Access GPU RAM in Tensorflow 2.0. It is essential to monitor constantly… | by Simone Appella | Feb, 2024


It is essential to monitor constantly the available GPU memory while allocating variables and during training.

Many machine learning frameworks for GPU computation (e.g. PyToch, Tensorflow) are used for a variety of AI-related task.

If one or more GPUs are used as main tool for the task, it is fundamental to know to hardware specifications.

NVIDIA System Management Interface

The NVIDIA System Management Interface (nvidia-smi) is a command line tool used to monitor the NVIDIA GPU devices.

This is a snapshot of of the output command nvidia-smi from a Linux terminal:

Information such as CUDA driver and available memory can be easily accessed though that command.
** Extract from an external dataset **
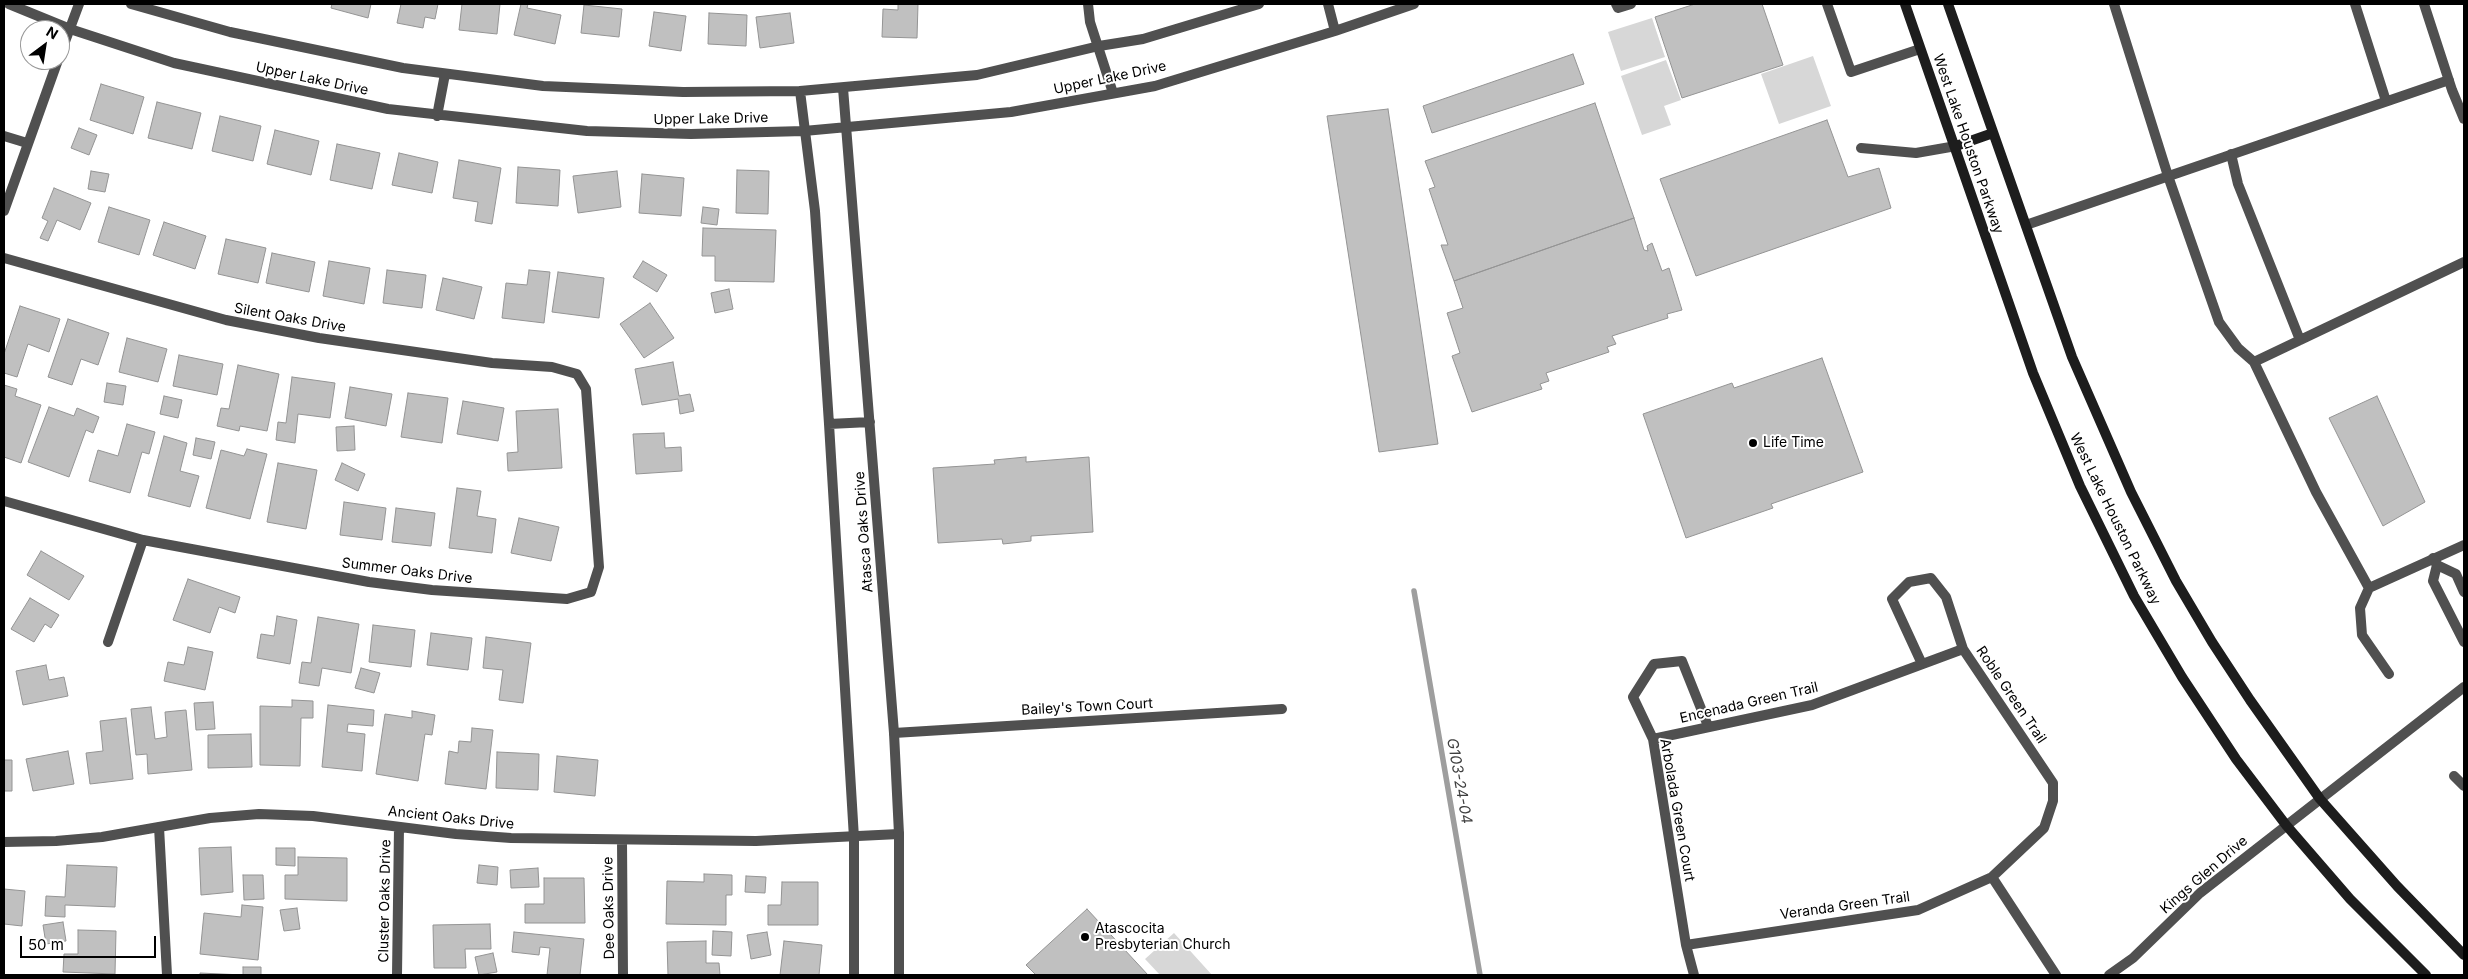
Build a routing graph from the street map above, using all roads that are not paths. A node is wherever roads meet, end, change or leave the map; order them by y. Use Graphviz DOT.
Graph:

Unfortunately, TensorFlow will allocate all the GPU memory by default, so it makes nvidia-smi useless for monitoring.

Access real-time GPU memory usage in Python in Tensorflow 2.0

When running a python script with Tensorflow 2.0, different issues are raised:

  • All the variables are allocated to the GPU device with lowest number.
  • By default, Tensorflow allocate all the available GPU memory when a variable is instantiated.

The function tf.config.experimental.get_memory_info can be used to such purpose and returns a dictionary with two keys:

  • current: The current memory used by the device, in bytes.
  • peak: The peak memory used by the device across the run of the program, in bytes. This is the value of our interest, as it shows the memory used and not the allocated one visible from nvidia-smi.

In the older versions of Tensorflow, tf.config.experimental.get_memory_info(‘DEVICE_NAME’) was the only available function to return the used memory (no option for determining the peak memory).

physical_devices = tf.config.list_physical_devices('GPU')
print("GPUs:",physical_devices)

# use GPU:0 as device name to get memory_info
print(tf.config.experimental.get_memory_info("GPU:0")['current'])

These settings can be used to limit the maximum memory usage while executing a script.

How can we monitor the GPU usage inside a functions compiled in a computational graph (and decorated with tf.function)? According to the official documentation, we can call tf.config.run_functions_eagerly(True) to make all invocations of tf.function run eagerly instead of running as a traced graph function. This can be useful for debugging. As the code now runs line-by-line,print messages or pdb breakpoints can be added at any line to monitor the inputs/outputs of each Tensorflow operation. However, this should be avoided for actual production because it significantly slows down execution.